## PROMPT:
Check every line below for the word "Rosario" and give only the number of lines where it appears.

"""

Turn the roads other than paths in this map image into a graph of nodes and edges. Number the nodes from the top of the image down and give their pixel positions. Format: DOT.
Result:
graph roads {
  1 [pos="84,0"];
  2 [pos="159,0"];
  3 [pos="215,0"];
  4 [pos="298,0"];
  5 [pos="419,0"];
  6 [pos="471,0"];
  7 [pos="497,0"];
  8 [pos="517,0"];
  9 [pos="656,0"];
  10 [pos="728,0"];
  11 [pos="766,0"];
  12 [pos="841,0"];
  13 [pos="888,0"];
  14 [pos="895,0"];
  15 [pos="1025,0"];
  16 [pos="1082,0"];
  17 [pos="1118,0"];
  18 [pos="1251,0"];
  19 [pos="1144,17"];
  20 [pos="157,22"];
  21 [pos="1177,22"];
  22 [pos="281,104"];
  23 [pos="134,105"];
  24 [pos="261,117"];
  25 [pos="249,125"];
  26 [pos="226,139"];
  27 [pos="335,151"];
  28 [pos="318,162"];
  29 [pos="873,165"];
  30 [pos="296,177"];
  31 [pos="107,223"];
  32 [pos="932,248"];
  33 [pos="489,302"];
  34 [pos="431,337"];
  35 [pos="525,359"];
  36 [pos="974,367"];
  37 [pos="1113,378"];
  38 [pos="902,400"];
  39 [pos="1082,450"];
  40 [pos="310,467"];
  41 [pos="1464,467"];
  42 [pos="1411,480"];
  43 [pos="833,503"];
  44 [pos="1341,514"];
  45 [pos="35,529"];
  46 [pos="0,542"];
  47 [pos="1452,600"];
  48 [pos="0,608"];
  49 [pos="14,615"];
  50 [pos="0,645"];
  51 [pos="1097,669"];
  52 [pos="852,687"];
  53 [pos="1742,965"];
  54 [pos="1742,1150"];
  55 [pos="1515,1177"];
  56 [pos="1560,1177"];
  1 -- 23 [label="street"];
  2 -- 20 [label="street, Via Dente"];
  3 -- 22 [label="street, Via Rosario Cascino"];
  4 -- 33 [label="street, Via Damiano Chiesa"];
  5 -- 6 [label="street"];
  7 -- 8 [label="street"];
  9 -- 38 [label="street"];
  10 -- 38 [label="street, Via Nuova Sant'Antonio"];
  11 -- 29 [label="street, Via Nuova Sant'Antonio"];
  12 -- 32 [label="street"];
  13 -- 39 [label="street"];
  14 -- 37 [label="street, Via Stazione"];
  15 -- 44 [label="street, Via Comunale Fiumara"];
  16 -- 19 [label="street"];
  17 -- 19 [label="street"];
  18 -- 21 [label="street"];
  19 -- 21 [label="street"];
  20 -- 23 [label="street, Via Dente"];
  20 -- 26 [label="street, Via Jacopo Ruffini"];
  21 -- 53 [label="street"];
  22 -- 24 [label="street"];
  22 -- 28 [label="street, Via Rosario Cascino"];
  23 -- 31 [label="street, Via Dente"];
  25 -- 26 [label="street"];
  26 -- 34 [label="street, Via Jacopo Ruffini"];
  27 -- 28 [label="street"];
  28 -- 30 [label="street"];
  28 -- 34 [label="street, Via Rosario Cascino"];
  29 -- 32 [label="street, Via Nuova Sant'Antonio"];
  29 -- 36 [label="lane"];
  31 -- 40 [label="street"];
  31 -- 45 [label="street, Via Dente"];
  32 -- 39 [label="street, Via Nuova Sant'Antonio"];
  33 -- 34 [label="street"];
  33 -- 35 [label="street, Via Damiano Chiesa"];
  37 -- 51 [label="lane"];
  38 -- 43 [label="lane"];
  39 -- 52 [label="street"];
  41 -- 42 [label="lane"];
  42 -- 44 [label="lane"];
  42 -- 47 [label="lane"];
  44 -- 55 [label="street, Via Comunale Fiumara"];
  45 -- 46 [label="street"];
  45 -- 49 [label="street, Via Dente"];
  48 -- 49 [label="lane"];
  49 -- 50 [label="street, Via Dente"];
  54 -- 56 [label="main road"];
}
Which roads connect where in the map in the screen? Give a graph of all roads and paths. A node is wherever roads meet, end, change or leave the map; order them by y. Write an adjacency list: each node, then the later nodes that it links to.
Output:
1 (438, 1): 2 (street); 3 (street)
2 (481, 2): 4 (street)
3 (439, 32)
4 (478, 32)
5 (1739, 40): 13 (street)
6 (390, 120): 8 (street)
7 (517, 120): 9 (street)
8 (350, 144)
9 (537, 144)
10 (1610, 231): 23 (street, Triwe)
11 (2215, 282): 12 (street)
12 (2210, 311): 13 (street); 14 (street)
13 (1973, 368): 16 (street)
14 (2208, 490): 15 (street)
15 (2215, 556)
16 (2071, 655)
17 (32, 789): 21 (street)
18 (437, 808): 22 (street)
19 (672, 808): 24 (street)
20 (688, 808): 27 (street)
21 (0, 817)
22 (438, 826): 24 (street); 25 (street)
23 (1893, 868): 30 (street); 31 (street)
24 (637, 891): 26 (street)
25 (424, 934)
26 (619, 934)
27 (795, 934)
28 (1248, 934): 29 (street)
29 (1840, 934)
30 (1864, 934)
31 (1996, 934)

"""

## ANSWER BOX:
3